◆ Activity
If a line in the entries below contains "Avenue", copy it.

Stored data

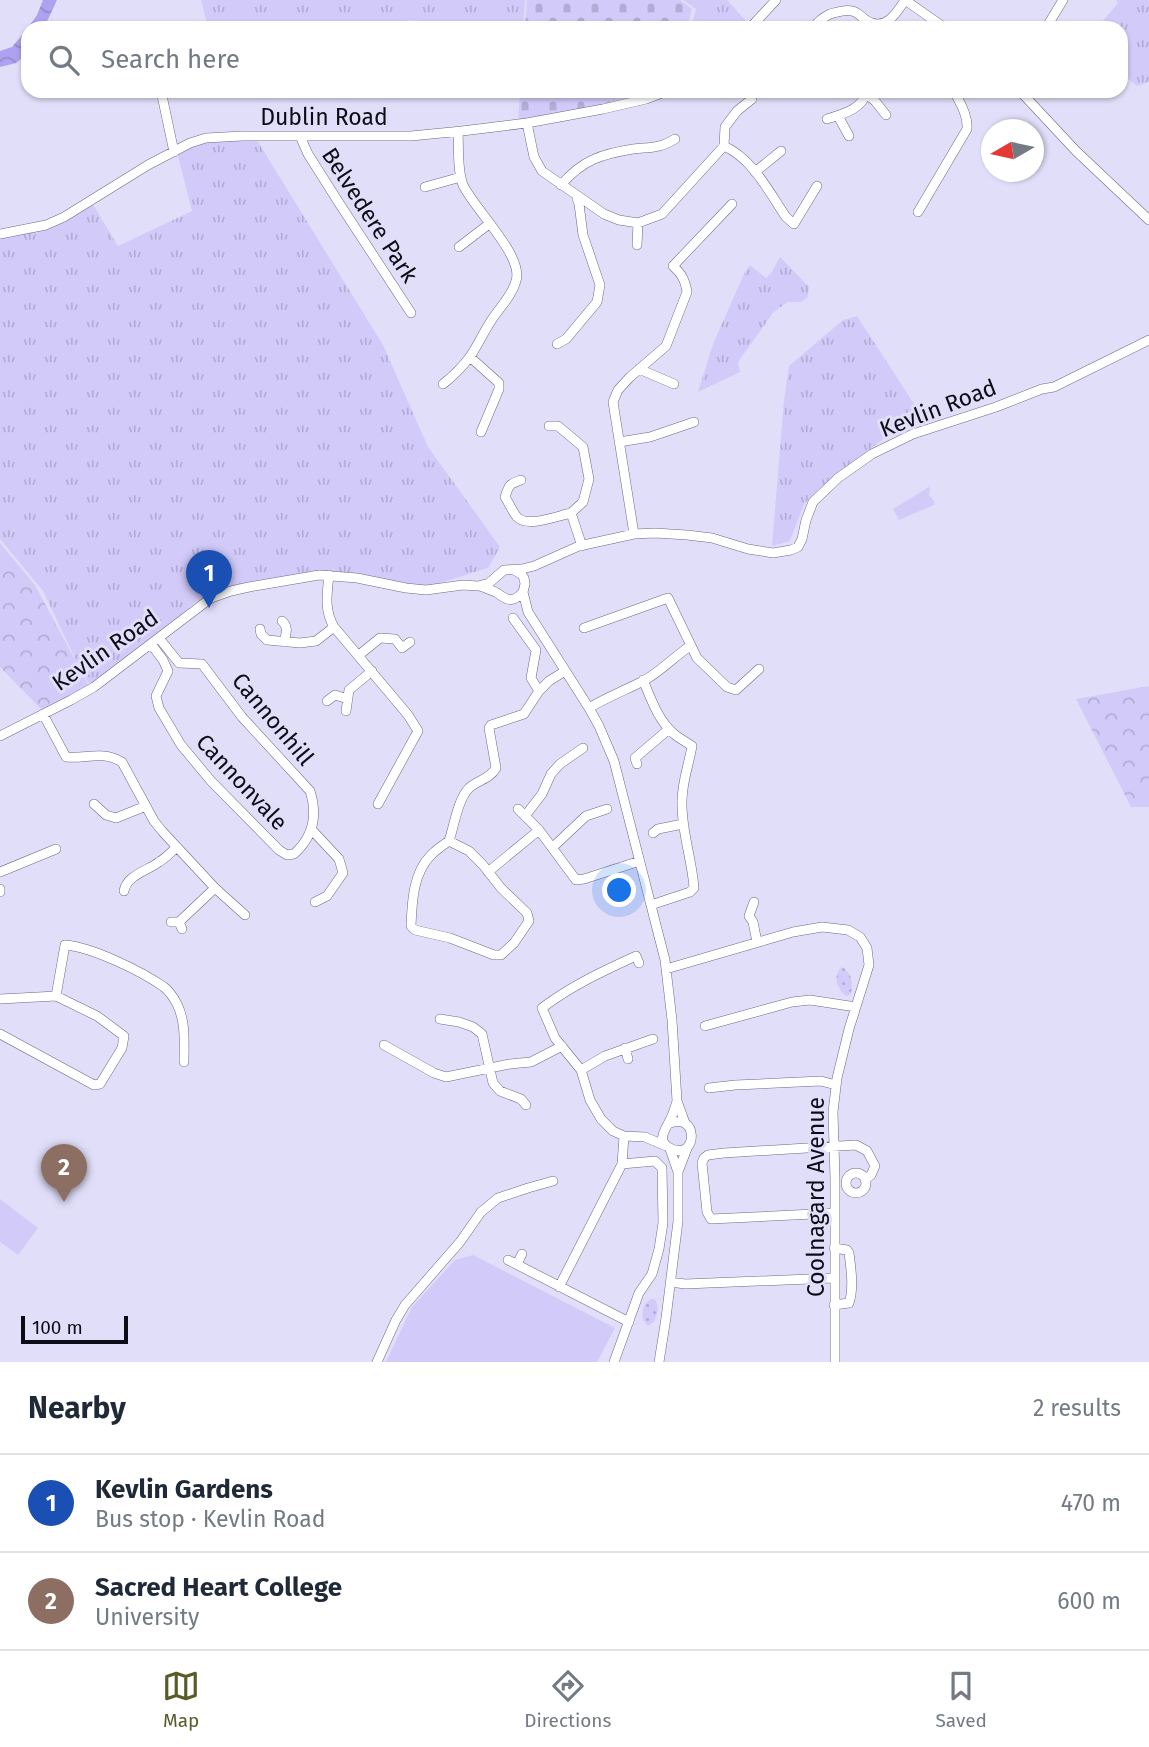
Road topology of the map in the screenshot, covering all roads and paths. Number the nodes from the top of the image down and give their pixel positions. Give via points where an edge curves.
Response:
1 (776, 0) edge
2 (905, 0) edge
3 (1063, 0) edge
4 (756, 21) edge
5 (818, 21) edge
6 (867, 21) edge
7 (888, 21) edge
8 (935, 21) edge
9 (1050, 21) edge
10 (162, 98) edge
11 (649, 98) edge
12 (865, 98) edge
13 (872, 98) edge
14 (958, 98) edge
15 (1027, 98) edge
16 (752, 99) dead end
17 (886, 115) dead end
18 (838, 116) junction
19 (827, 119) dead end
20 (527, 123) junction
21 (458, 132) junction
22 (300, 136) junction
23 (849, 136) dead end
24 (675, 139) dead end
25 (724, 146) junction
26 (781, 151) dead end
27 (174, 152) junction
28 (755, 172) junction
29 (461, 177) junction
30 (561, 185) junction
31 (817, 186) dead end
32 (425, 187) dead end
33 (576, 195) junction
34 (732, 204) dead end
35 (918, 212) dead end
36 (1149, 220) edge
37 (638, 223) junction
38 (489, 224) junction
39 (0, 234) edge
40 (637, 245) dead end
41 (459, 247) dead end
42 (411, 313) dead end
43 (1149, 340) edge
44 (557, 344) dead end
45 (470, 357) junction
46 (639, 369) junction
47 (443, 384) dead end
48 (674, 384) dead end
49 (694, 422) dead end
50 (549, 426) dead end
51 (481, 432) dead end
52 (619, 442) junction
53 (522, 480) dead end
54 (571, 513) junction
55 (634, 534) junction
56 (582, 546) junction
57 (534, 566) junction
58 (514, 570) junction
59 (329, 575) junction
60 (524, 578) junction
61 (496, 579) junction
62 (478, 586) junction
63 (523, 592) junction
64 (497, 593) junction
65 (511, 600) junction
66 (528, 612) junction
67 (513, 618) dead end
68 (282, 621) dead end
69 (259, 626) dead end
70 (334, 627) junction
71 (584, 628) dead end
72 (155, 641) junction
73 (284, 642) junction
74 (410, 642) dead end
75 (690, 646) junction
76 (359, 655) junction
77 (759, 669) dead end
78 (372, 671) junction
79 (565, 671) junction
80 (643, 681) junction
81 (539, 691) junction
82 (348, 699) junction
83 (327, 701) dead end
84 (589, 708) junction
85 (346, 711) dead end
86 (43, 714) junction
87 (669, 729) junction
88 (0, 736) edge
89 (583, 748) dead end
90 (637, 764) dead end
91 (92, 803) dead end
92 (378, 804) dead end
93 (146, 806) junction
94 (607, 809) dead end
95 (683, 824) junction
96 (311, 829) junction
97 (540, 830) junction
98 (653, 833) dead end
99 (449, 841) junction
100 (177, 847) junction
101 (553, 847) junction
102 (56, 849) dead end
103 (300, 850) joint
104 (640, 861) junction
105 (0, 872) edge
106 (488, 872) junction
107 (123, 886) dead end
108 (215, 888) junction
109 (315, 902) dead end
110 (754, 902) dead end
111 (651, 905) junction
112 (245, 915) dead end
113 (178, 924) dead end
114 (757, 942) junction
115 (639, 963) dead end
116 (666, 969) junction
117 (56, 996) junction
118 (0, 999) edge
119 (856, 1007) junction
120 (440, 1019) dead end
121 (705, 1026) dead end
122 (0, 1034) edge
123 (653, 1039) dead end
124 (384, 1045) dead end
125 (562, 1046) junction
126 (625, 1048) junction
127 (628, 1059) dead end
128 (184, 1062) dead end
129 (490, 1068) junction
130 (581, 1070) junction
131 (836, 1085) junction
132 (709, 1088) dead end
133 (677, 1101) junction
134 (526, 1105) dead end
135 (685, 1123) junction
136 (667, 1126) junction
137 (624, 1136) junction
138 (645, 1137) junction
139 (834, 1145) junction
140 (688, 1146) junction
141 (668, 1147) junction
142 (622, 1164) junction
143 (678, 1172) junction
144 (865, 1180) dead end
145 (553, 1181) dead end
146 (835, 1213) junction
147 (834, 1248) junction
148 (522, 1254) dead end
149 (834, 1278) junction
150 (671, 1282) junction
151 (559, 1287) junction
152 (834, 1305) junction
153 (629, 1322) junction
154 (377, 1362) edge
155 (614, 1362) edge
156 (659, 1362) edge
157 (835, 1362) edge

1 - 4 street
2 - 7 street
2 - 8 street
3 - 9 street
5 - 6 street via 845,10
10 - 27 street
11 - 20 street, Dublin Road
12 - 18 street via 849,113
13 - 17 street
14 - 35 street via 967,129
15 - 36 street
16 - 25 street via 725,127
18 - 19 street
18 - 23 street
20 - 21 street, Dublin Road
20 - 30 street via 534,157 542,171
21 - 22 street, Dublin Road
21 - 29 street
22 - 27 street, Dublin Road via 206,138
22 - 42 street, Belvedere Park
24 - 30 street via 662,147 605,155 572,172
25 - 28 street
25 - 37 street via 662,215
26 - 28 street
27 - 39 street, Dublin Road via 60,219
28 - 31 street via 794,224
29 - 32 street
29 - 38 street
30 - 33 street
33 - 37 street via 604,214
33 - 44 street via 583,235 600,285 597,302
34 - 46 street via 673,266 682,274 687,292 666,345
37 - 40 street
38 - 41 street
38 - 45 street via 513,256 516,281
43 - 55 street, Kevlin Road via 1054,387 913,434 872,454 813,502 795,549 773,553 712,538
45 - 47 street
45 - 51 street via 499,383
46 - 48 street
46 - 52 street via 613,402
49 - 52 street
50 - 54 street via 558,426 583,447 589,479 583,502
52 - 55 street
53 - 54 street via 508,486 505,496 519,519 525,523
54 - 56 street
55 - 56 street, Kevlin Road
56 - 57 street, Kevlin Road
57 - 58 street, Kevlin Road
57 - 60 street, Kevlin Road
58 - 60 street
58 - 61 street via 505,570
59 - 62 street, Kevlin Road via 426,590
59 - 70 street via 326,606
59 - 72 street, Kevlin Road via 211,598
60 - 63 street
61 - 62 street, Kevlin Road
61 - 64 street
62 - 64 street, Kevlin Road
63 - 65 street
63 - 66 street
64 - 65 street
65 - 66 street
66 - 79 street
67 - 81 street via 536,650 531,678
68 - 73 street via 287,628
69 - 73 street via 267,640
70 - 73 street via 316,641
70 - 76 street
71 - 75 street via 668,598
72 - 86 street, Kevlin Road via 94,687
72 - 96 street, Cannonhill via 179,663 202,664 242,718 310,791 314,805
72 - 103 street, Cannonvale via 168,671 156,696 181,745 279,850 290,856
74 - 76 street via 402,649 395,639 380,638
75 - 77 street via 727,687 736,690
75 - 80 street
76 - 78 street
78 - 82 street via 349,690
78 - 92 street via 418,731
79 - 81 street
79 - 84 street
80 - 84 street
80 - 87 street
81 - 99 street via 524,713 489,728 496,768 469,788
82 - 83 street via 335,695
82 - 85 street
84 - 104 street via 614,761
86 - 88 street, Kevlin Road
86 - 93 street via 66,757 112,756 122,762
87 - 90 street via 635,758
87 - 95 street via 692,746 682,800
89 - 97 street via 560,764 542,794 522,813
91 - 93 street via 116,818
93 - 100 street
94 - 101 street via 586,816
95 - 98 street
95 - 111 street via 694,888
96 - 103 street, Cannonhill
96 - 109 street via 339,859 343,873 327,896
97 - 101 street
97 - 106 street
99 - 106 street via 470,851
99 - 106 street via 419,870 412,903 411,926 415,930 501,955 529,920
100 - 107 street
100 - 108 street
101 - 104 street via 576,880
102 - 105 street
104 - 111 street
108 - 112 street
108 - 113 street
110 - 114 street via 749,916
111 - 116 street
114 - 116 street, Coolnagard Avenue
114 - 119 street, Coolnagard Avenue via 822,927 848,930 860,937 869,965
115 - 125 street via 636,956 596,974 542,1008
116 - 133 street
117 - 118 street
117 - 122 street via 124,1035 122,1048 100,1084 94,1085
117 - 128 street via 65,945 118,962 166,988 178,1006
119 - 121 street via 801,1001
119 - 131 street, Coolnagard Avenue
120 - 129 street via 459,1022 482,1034
123 - 126 street
124 - 129 street via 446,1077
125 - 129 street via 531,1062
125 - 130 street
126 - 127 street
126 - 130 street
129 - 134 street via 500,1091
130 - 137 street via 601,1119
131 - 132 street via 821,1081
131 - 139 street, Coolnagard Avenue
133 - 135 street
133 - 136 street
135 - 136 street
135 - 140 street via 692,1132
136 - 138 street
136 - 141 street via 663,1137
137 - 138 street
137 - 142 street
138 - 141 street
139 - 144 street via 856,1145 867,1152 875,1166
139 - 146 street, Coolnagard Avenue
139 - 146 street via 708,1155 702,1163 707,1212 712,1219
140 - 141 street via 680,1150
140 - 143 street
141 - 143 street
142 - 151 street
142 - 153 street via 655,1161 662,1168 659,1249
143 - 150 street
145 - 154 street via 498,1198 481,1212 405,1305
146 - 147 street, Coolnagard Avenue
147 - 149 street, Coolnagard Avenue
147 - 152 street via 849,1253 851,1281 849,1303
148 - 151 street via 512,1262
149 - 150 street
149 - 152 street, Coolnagard Avenue
150 - 156 street
151 - 153 street
152 - 157 street, Coolnagard Avenue
153 - 155 street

◆ Response box
114 - 116 street, Coolnagard Avenue
114 - 119 street, Coolnagard Avenue via 822,927 848,930 860,937 869,965
119 - 131 street, Coolnagard Avenue
131 - 139 street, Coolnagard Avenue
139 - 146 street, Coolnagard Avenue
146 - 147 street, Coolnagard Avenue
147 - 149 street, Coolnagard Avenue
149 - 152 street, Coolnagard Avenue
152 - 157 street, Coolnagard Avenue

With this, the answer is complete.